Africa's longest-standing Arab leader having been in power for 41 years, Gaddafi appeared to improvise his speech, which was made in Arabic and translated simultaneously into French.
He said African leaders who "do not want to put in place a single African army" were "agents of imperialism, myopic, or traitors who do not think about the future of Africa."
"It is not enough to dwell on the past of the continent, we were treated like animals, we were hunted in the forest, they enslaved us ... they appropriated Africa. But why fight for liberation, if we remain satellites of our colonial powers?"
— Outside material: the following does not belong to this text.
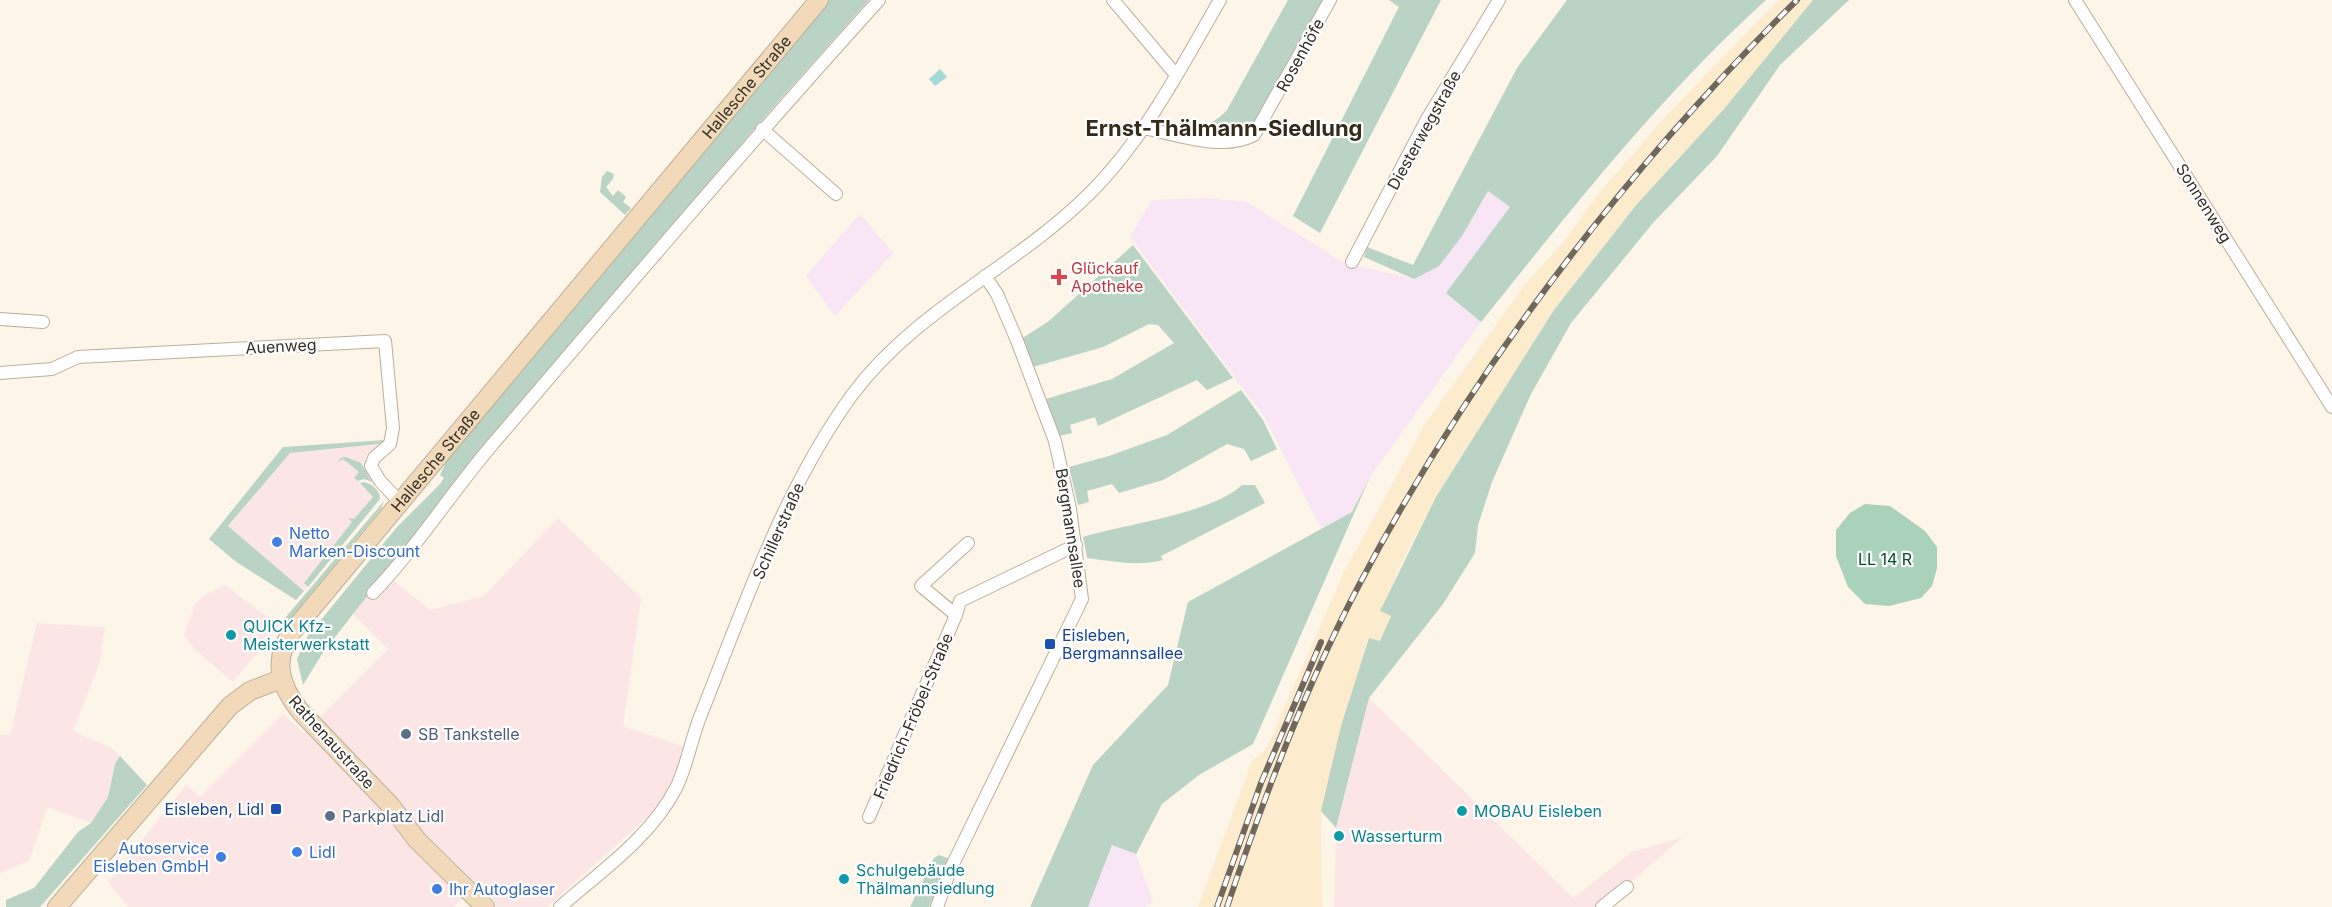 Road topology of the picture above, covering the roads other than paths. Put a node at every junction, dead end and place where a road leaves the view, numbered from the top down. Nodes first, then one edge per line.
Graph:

Gaddafi, 68, first proposed a United States of Africa in September 1999 as a way of ending the continent's conflicts.
The initiative has failed to bear fruit, receiving support from some and a lukewarm response from others, while many countries remain wary.
Gaddafi has warned he will turn his back on Africa and move his investments to Arab and Mediterranean states if his unity project is blocked.
Wade, 84, who has been in power since 2000 and is running for a controversial third term in 2012, introduced Gaddafi as his companion in the struggle for "the edification of the United States of Africa."
The Senegalese leader said: "We ask, here and now, for the establishment of the United States of Africa, the only solution to free our peoples and ... make Africa a major cultural, economic, political and social whole which will be respected."
The presidents spoke in front of several hundred young people gathered on stairs leading to a massive bronze African Renaissance statue built by North Korea and inaugurated in April for the 50th anniversary of Senegal's independence.
Also present were Guinea-Bissau President Malam Bacai Sanha, Liberian President Ellen Johnson Sirleaf and Cape Verde President Pedro Pires.
The World Festival of Black Arts continues in Dakar until December 31.